推察するに、モモコ大王はドリアンスロゥプ皇帝とは結婚したくなかっただけなのだろう、とルークは結論した。
ルークたちはエントランスホールを抜け、立派な彫刻がずらりと両側に並ぶ大きな通路を通って、大きな部屋に入った。ここが謁見の間だろう。
部屋は天井から床まで白い大理石で作られ、壁や天井には青い宝石や金で装飾が施されており、その美しさは息を飲むほどだ。
皇帝はドスドスと歩いて一番奥の一段高いところにある、これも白い大理石作りの玉座に座り、モモコ大王をひざに乗せる。寵妃たちは、その横に侍る。
玉座の前にすぐにテーブルが置かれ、獣人メイドたちが次々とご馳走や酒などを持って来たが... 皇帝はモゴ!とうるさがって手を横にふるとすぐに全部下げられた。
「それでさぁ、ドリアン...」
「モゴ? ナンダ モモコ?」
「わたし、そこにいるルークをダンナさんにすることを決めたんだよ!」
「......モ ゴ... 先月、新聞ニ 載ッテ イタ。モゴ... ジャバリュー ノ 諜報員モ レンラク シテ来タ」
「え?先月にもう知っていたのか? それになんだァ、ゾロアンスロゥプの送り込んだ刺客のこともわからない諜報員が、なんで、私が結婚するって知っているんだア? それ、おかしいだろっ、ゼリアン!」
モモコ大王がひざの上でふざけるのを止めて、皇帝を睨む。
たしかに、これは誰が聴いてもこれはおかしい。
なぜ、大事な同盟国であるラーシャアグロス王国の大王の動きを探る必要があるのだ?
ルークが前世で生きていた世界では、超大国が同盟国でもスパイ活動をしていたりしたが、ここはテルースなのだ。
「いや... 申し訳ない。その情報源は儂です」
ボンガゥル侯爵が諜報員であることを白状した。
「ボンガゥルが?」
「いえ、決して諜報行為などではありません。ただ、皇帝にはお耳に入れておいた方が、知った時の衝撃が少なくなると思って報告したのです...」
「それを聞いて安心した。私とドリアンの仲で、諜報員を送り込んだりしたら、西ディアローム帝国と戦争をおっぱじめるかなら?!」
冗談とも本気ともとれる言葉をモモコは口にしたが...
その目はちっとも笑ってなかった。
さすがにテルースの世界を東ディアローム帝国と二分する大国の皇帝も冷や汗を流していた。
ジャバリュー大統領も、ボンガゥル侯爵も、頭をうなだれてしまった。
それに気づいたモモコ大王は、話題をすぐに変えた。
モモコ大王は強いだけでなく賢いのだ。そうでなくては、わずか24歳という若さでラーシャアグロス王国を治めることはできない。

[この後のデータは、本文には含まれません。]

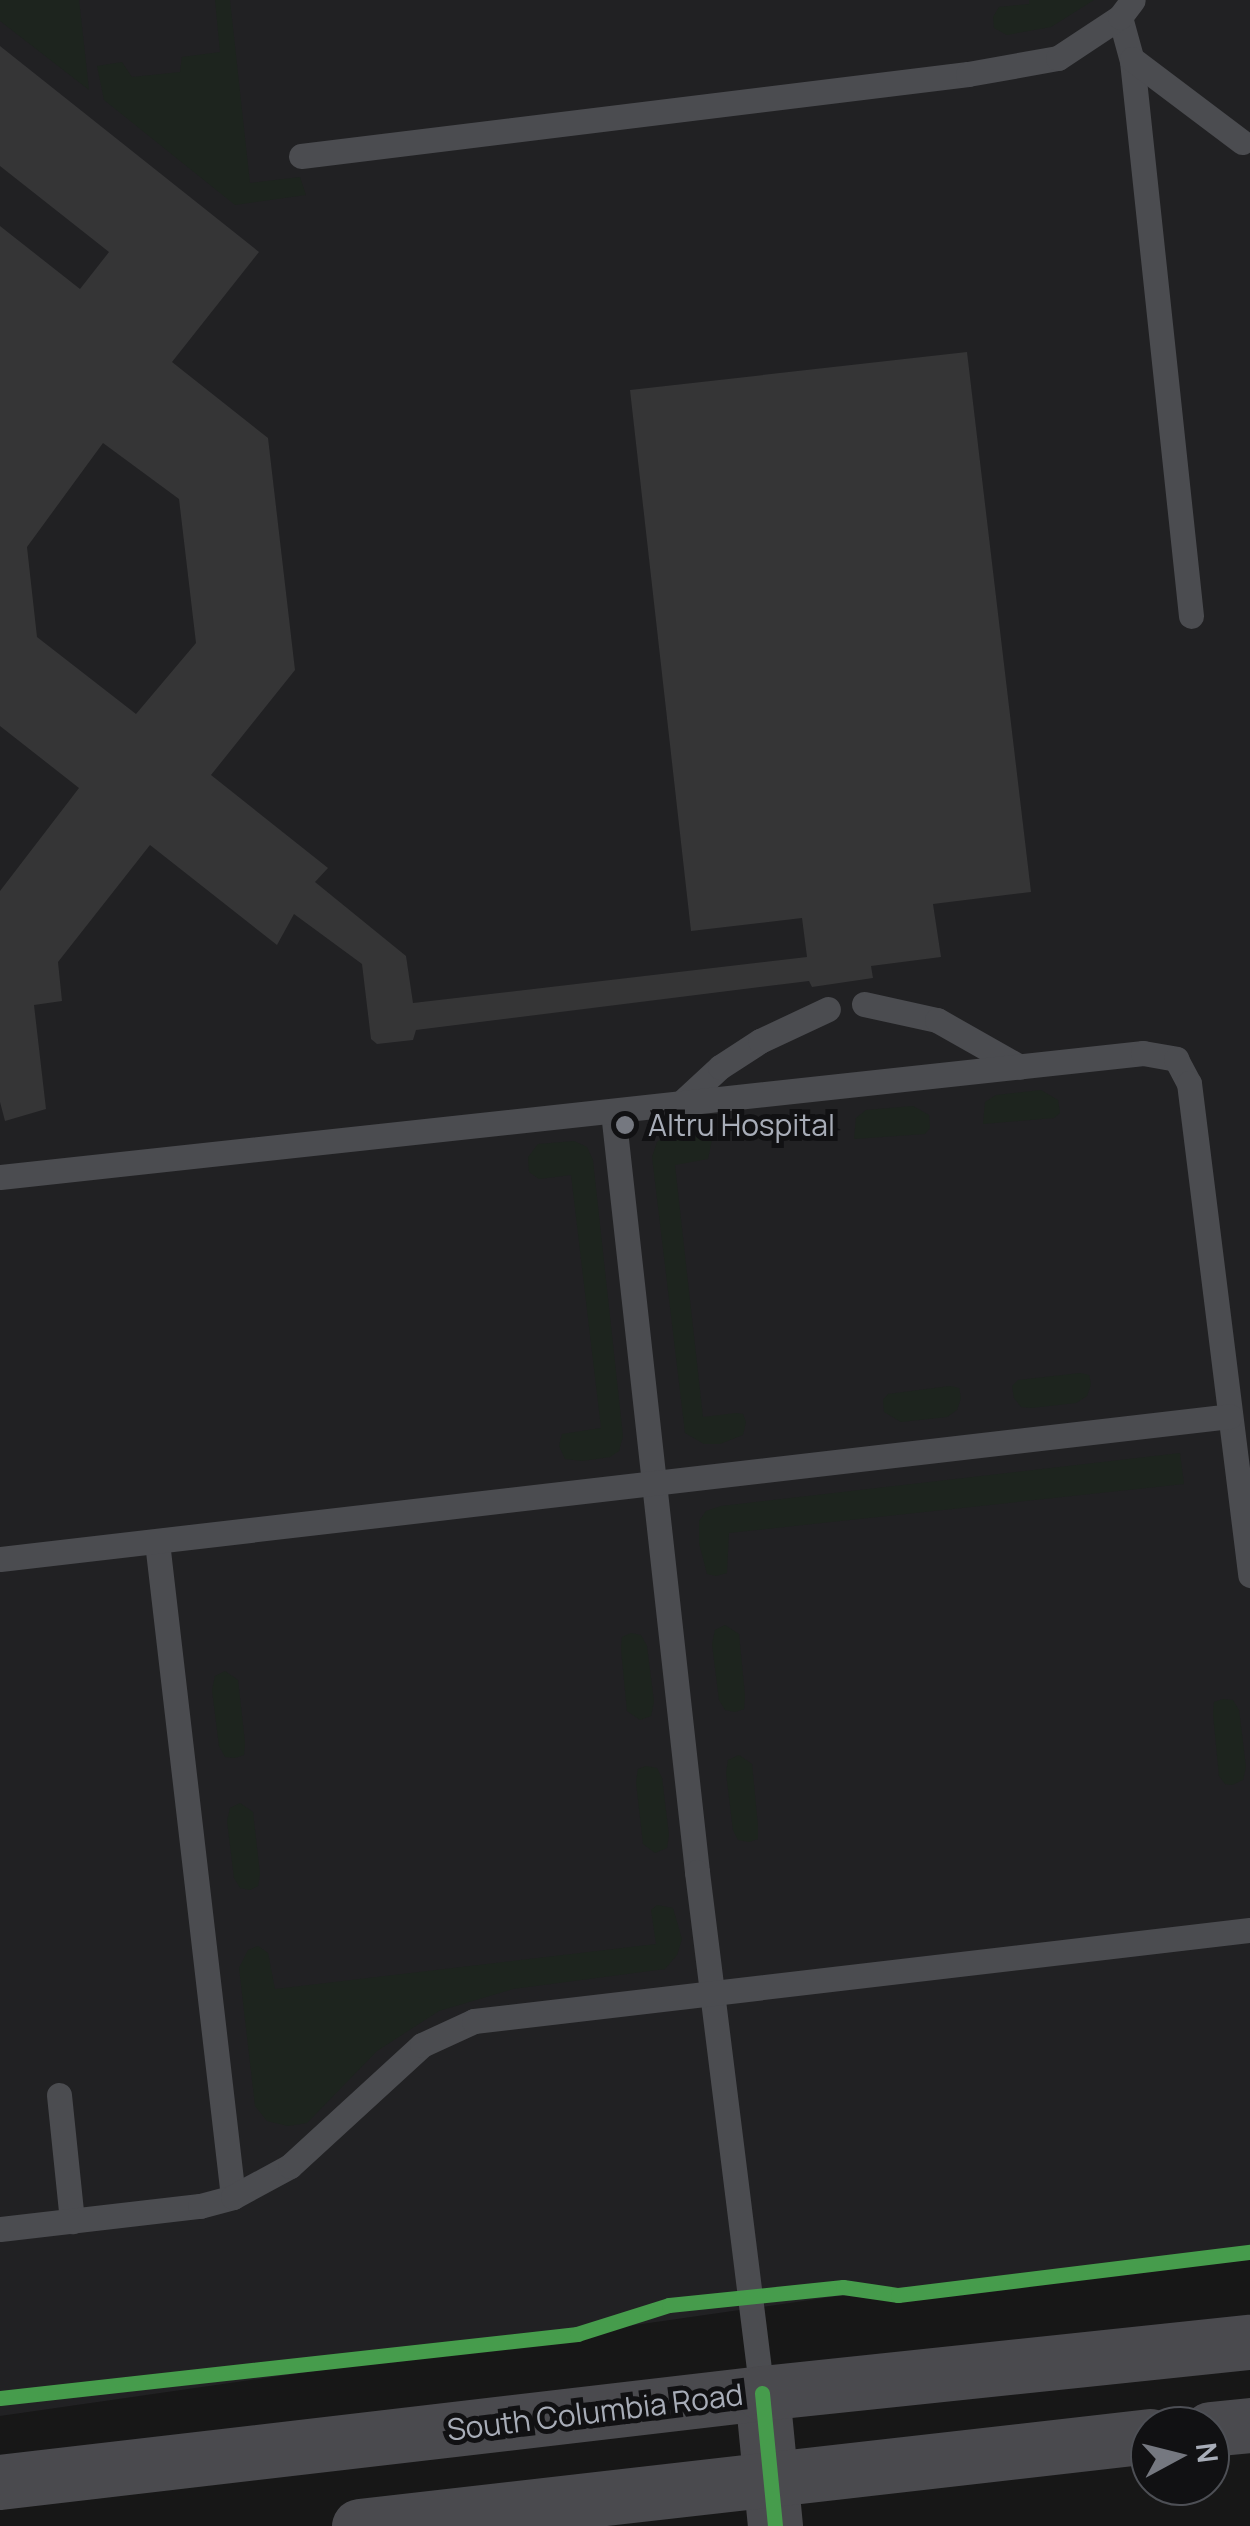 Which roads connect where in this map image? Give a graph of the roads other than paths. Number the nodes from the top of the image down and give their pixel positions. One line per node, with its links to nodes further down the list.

「でも、ドリアンは私が結婚するって知っていたという割には、すごく元気そうじゃないか?」
「十日前にベンケー・シュテン大王殿が公式ご訪問するとの連絡を受けてから、お元気になりました。
それまで1か月間、ほとんど何も食べなかったのですよ!」
ジャバリュー大統領の言葉に唖然としたのはモモコだけではなかった。
「キャーッハッハッハ!ドリアン、巨大な図体の見かけによらず気が小さいんだな!」
モモコはひざの上で笑い転げている。
「モゴ... モモコ... 気変ワリシタラ イツデモ オレノ ヨメニナッテクレ モゴ!」
皇帝は愛おしそうに、またモモコの頬にスリスリをしている。
ドリアンスロゥプ皇帝は、本当にモモコ大王にゾッコンのようだ。